What lines in the listing include "points"? Return a copy of each.
===== Source data
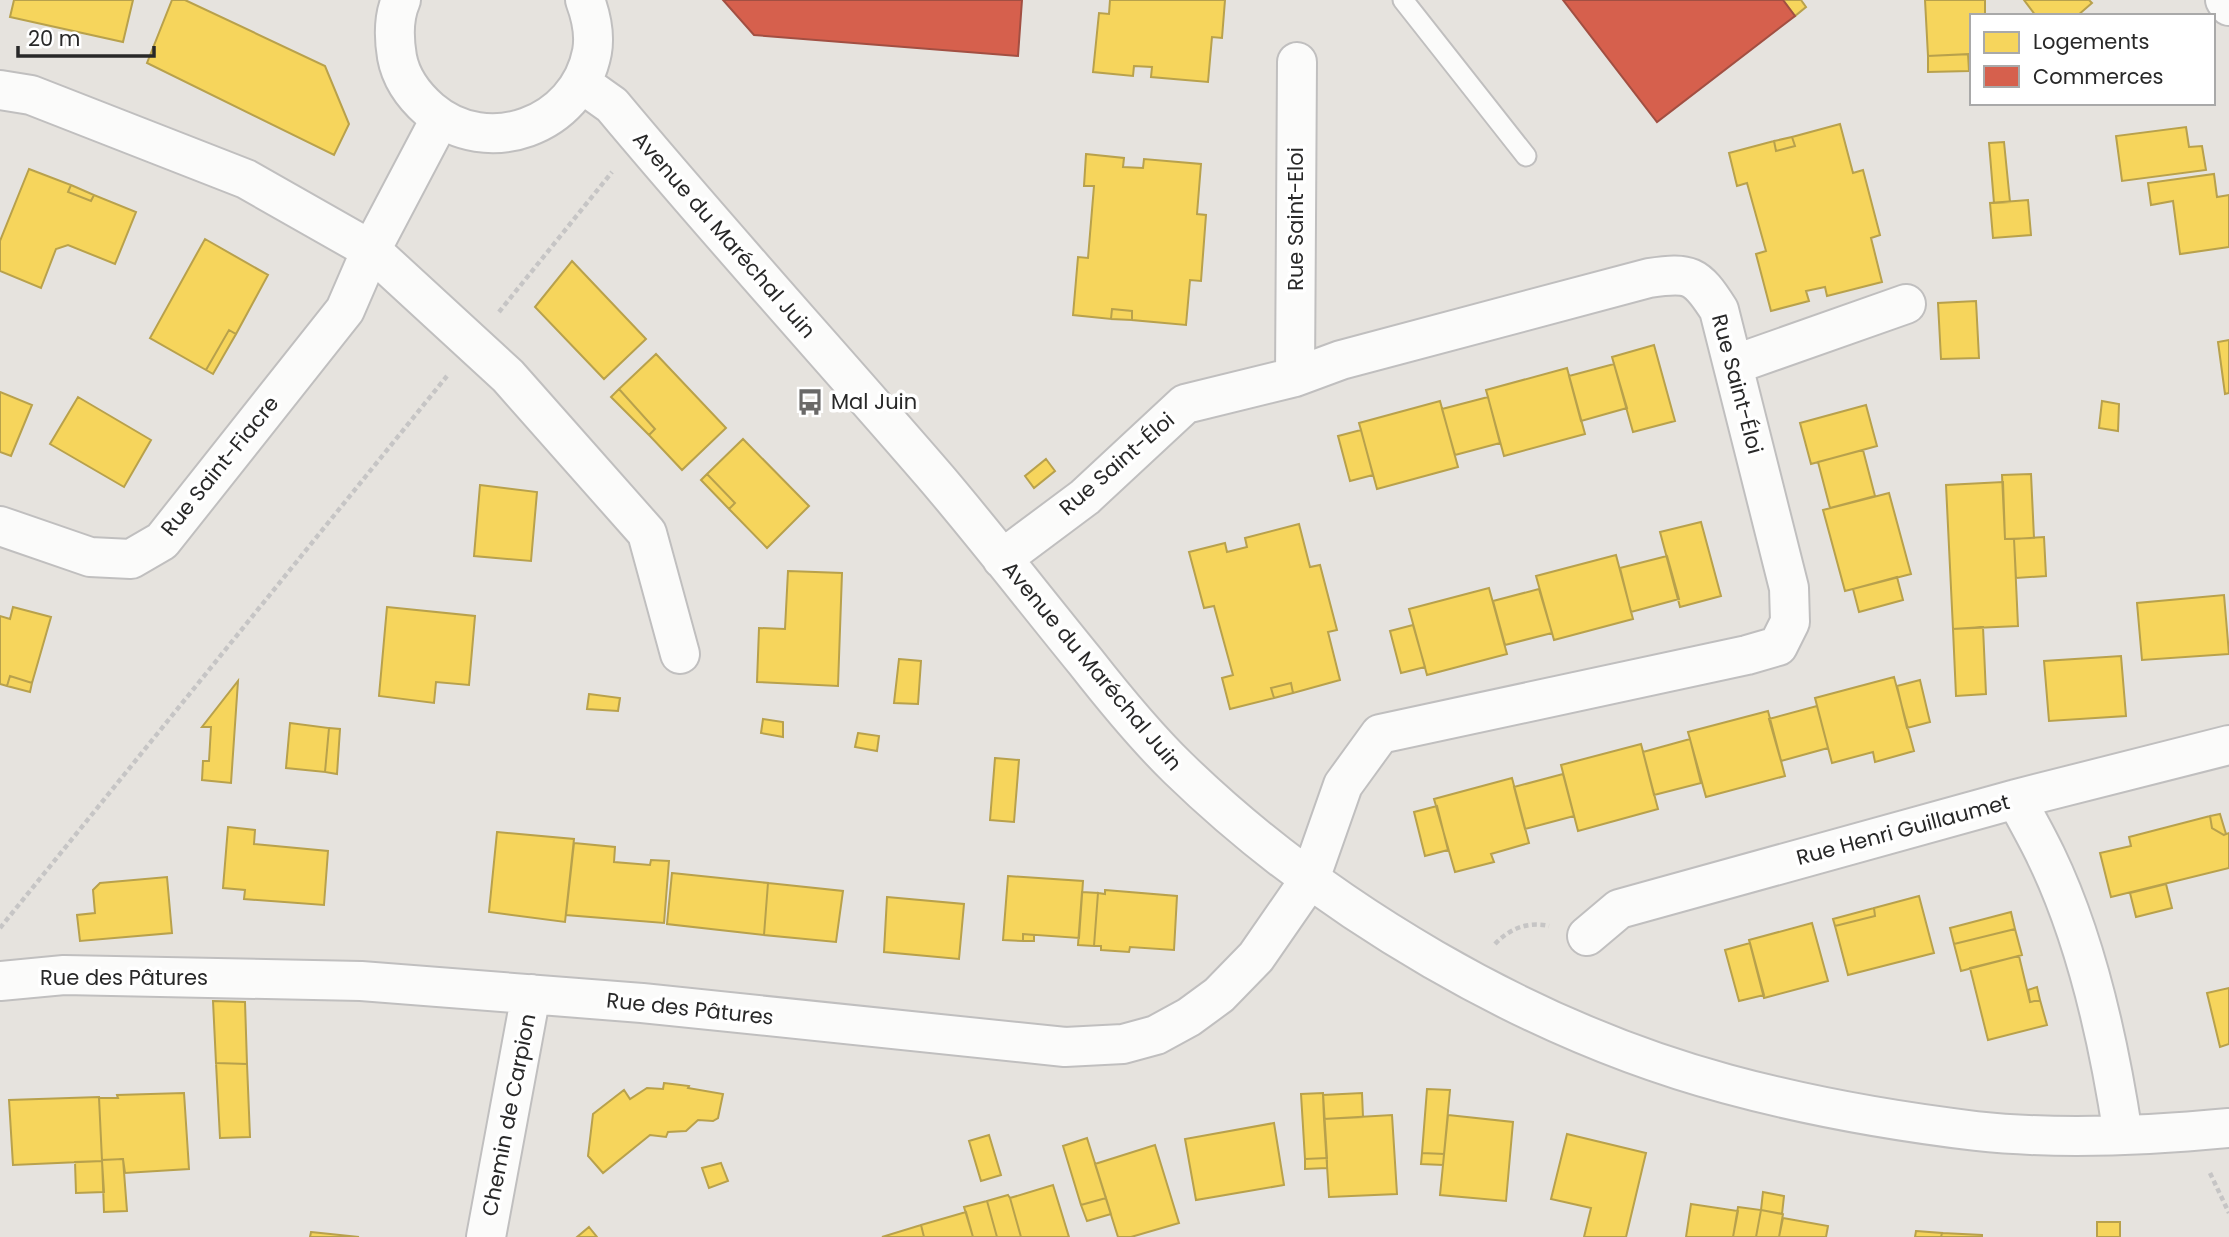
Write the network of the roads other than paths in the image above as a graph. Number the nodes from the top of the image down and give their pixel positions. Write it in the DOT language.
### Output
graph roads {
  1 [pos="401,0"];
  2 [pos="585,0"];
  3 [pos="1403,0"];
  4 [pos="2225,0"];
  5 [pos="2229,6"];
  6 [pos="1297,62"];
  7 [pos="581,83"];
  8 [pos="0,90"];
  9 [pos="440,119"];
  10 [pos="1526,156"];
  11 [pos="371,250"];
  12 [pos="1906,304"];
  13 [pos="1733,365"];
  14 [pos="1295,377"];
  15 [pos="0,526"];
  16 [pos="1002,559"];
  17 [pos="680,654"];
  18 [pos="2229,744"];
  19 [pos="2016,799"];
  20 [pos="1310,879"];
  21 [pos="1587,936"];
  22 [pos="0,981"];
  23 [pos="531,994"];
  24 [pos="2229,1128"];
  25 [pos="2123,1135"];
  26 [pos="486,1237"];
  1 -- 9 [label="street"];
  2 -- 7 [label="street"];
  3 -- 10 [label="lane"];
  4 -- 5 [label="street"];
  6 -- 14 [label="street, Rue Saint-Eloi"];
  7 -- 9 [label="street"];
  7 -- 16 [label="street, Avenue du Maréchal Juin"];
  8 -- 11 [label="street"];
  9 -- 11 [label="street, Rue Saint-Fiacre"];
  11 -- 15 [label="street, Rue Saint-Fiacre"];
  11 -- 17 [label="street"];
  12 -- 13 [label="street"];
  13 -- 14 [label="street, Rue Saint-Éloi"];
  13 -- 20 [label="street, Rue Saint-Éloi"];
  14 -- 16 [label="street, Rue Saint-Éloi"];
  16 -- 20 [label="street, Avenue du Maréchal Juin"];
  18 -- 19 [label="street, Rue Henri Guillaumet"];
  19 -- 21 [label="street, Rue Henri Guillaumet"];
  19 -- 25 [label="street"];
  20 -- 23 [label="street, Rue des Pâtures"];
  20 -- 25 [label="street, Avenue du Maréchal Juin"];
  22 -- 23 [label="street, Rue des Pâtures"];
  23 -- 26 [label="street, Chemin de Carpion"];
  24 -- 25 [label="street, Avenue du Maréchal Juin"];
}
==========
===== Source data
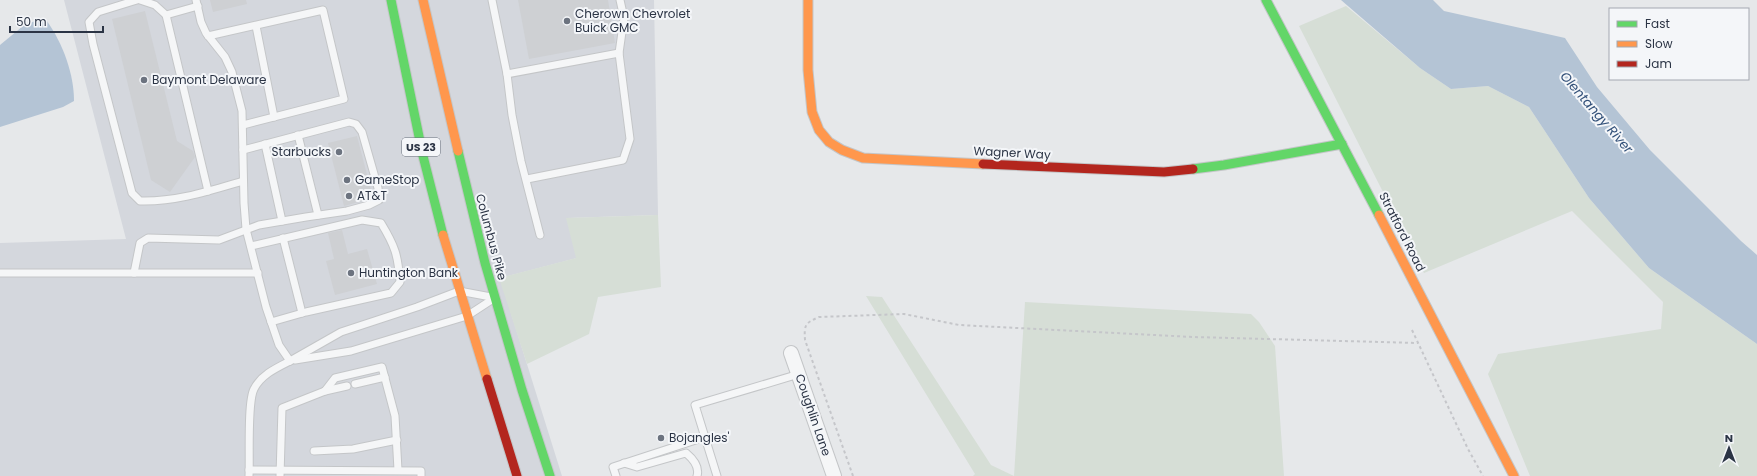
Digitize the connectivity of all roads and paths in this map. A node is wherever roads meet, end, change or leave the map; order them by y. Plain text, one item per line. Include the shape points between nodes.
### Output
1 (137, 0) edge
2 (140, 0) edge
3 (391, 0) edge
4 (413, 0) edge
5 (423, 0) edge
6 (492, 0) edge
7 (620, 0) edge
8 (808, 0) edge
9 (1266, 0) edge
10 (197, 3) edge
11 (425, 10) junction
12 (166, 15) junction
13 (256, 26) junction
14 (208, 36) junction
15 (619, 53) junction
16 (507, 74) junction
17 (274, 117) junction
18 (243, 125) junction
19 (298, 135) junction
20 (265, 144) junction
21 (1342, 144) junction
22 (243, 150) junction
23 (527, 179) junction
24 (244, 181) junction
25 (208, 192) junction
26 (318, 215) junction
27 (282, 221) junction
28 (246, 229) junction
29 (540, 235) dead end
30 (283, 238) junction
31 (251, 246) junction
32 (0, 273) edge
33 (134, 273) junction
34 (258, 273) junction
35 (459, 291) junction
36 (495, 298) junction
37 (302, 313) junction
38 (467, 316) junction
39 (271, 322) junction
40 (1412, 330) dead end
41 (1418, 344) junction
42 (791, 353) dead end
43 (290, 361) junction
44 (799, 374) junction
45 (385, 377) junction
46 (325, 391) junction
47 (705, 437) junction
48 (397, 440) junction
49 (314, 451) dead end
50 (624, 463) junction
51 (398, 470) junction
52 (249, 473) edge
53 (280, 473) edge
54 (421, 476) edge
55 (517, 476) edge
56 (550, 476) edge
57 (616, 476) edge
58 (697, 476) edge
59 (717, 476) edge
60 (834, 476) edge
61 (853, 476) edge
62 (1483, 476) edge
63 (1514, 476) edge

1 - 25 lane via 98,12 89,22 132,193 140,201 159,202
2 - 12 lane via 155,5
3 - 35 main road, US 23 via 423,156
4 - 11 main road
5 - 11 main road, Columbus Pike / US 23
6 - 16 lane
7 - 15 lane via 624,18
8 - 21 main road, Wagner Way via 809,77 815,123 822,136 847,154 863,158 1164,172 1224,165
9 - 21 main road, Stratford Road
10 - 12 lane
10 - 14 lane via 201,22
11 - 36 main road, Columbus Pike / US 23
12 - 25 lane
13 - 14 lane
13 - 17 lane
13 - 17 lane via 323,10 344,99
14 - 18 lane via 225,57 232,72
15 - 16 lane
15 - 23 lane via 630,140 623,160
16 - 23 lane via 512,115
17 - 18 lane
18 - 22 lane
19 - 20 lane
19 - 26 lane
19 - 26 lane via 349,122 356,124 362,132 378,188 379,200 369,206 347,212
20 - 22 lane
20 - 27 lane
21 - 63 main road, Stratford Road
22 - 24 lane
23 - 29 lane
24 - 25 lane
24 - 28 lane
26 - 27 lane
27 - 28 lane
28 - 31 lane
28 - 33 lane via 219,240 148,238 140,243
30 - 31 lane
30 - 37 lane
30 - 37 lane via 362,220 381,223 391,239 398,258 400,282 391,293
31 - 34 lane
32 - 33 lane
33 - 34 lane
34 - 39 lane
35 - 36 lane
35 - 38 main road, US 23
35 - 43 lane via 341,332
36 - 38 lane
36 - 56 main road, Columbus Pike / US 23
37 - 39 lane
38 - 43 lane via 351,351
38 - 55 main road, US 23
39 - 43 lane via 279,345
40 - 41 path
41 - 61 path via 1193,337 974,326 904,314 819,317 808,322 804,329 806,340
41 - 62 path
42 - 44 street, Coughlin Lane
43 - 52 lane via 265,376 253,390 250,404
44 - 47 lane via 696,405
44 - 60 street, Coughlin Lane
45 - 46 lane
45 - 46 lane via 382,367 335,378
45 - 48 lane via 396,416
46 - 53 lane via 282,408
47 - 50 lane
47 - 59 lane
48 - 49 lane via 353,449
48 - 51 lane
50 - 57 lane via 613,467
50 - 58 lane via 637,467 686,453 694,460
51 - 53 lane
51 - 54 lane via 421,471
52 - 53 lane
==========
===== Source data
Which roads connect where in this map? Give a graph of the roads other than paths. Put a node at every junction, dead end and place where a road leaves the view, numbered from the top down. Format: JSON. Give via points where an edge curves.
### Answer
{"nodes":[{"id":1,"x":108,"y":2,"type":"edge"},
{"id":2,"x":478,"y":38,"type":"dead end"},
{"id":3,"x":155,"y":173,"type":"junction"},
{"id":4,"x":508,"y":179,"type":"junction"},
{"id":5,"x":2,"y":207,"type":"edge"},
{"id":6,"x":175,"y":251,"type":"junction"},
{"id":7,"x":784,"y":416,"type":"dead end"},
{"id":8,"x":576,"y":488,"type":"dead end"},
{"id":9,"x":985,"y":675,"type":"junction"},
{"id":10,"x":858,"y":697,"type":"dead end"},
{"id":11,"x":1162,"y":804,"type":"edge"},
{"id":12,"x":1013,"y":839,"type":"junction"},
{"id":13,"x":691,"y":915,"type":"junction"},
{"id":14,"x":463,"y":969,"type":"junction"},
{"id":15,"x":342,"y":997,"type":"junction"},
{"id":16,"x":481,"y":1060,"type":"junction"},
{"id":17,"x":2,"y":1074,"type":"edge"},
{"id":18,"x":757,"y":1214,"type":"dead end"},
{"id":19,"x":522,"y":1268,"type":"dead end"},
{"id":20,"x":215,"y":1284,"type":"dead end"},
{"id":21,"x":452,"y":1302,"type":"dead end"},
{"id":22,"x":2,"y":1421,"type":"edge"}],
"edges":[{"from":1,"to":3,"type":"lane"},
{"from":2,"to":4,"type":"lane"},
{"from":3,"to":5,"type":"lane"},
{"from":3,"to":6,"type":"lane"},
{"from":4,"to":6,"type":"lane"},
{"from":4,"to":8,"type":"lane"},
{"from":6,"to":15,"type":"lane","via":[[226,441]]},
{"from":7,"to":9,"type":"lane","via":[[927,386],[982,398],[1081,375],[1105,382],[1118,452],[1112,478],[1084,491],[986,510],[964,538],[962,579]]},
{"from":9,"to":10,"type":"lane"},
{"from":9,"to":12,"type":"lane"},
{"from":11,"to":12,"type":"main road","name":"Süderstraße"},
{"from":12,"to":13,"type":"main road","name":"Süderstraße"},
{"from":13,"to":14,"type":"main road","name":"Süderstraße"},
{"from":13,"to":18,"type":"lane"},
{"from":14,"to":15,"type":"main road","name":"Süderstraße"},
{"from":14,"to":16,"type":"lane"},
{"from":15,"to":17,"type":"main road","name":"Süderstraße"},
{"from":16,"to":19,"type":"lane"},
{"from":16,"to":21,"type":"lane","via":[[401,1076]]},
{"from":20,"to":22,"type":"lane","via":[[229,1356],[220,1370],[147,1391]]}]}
==========
Response to the task →
Digitize the connectivity of all roads and paths in this map. A node is wherever roads meet, end, change or leave the map; order them by y. Plain text, one item per line. Include the shape points between nodes.
Which roads connect where in this map? Give a graph of the roads other than paths. Put a node at every junction, dead end and place where a road leaves the view, numbered from the top down. Format: JSON. Give via points where an edge curves.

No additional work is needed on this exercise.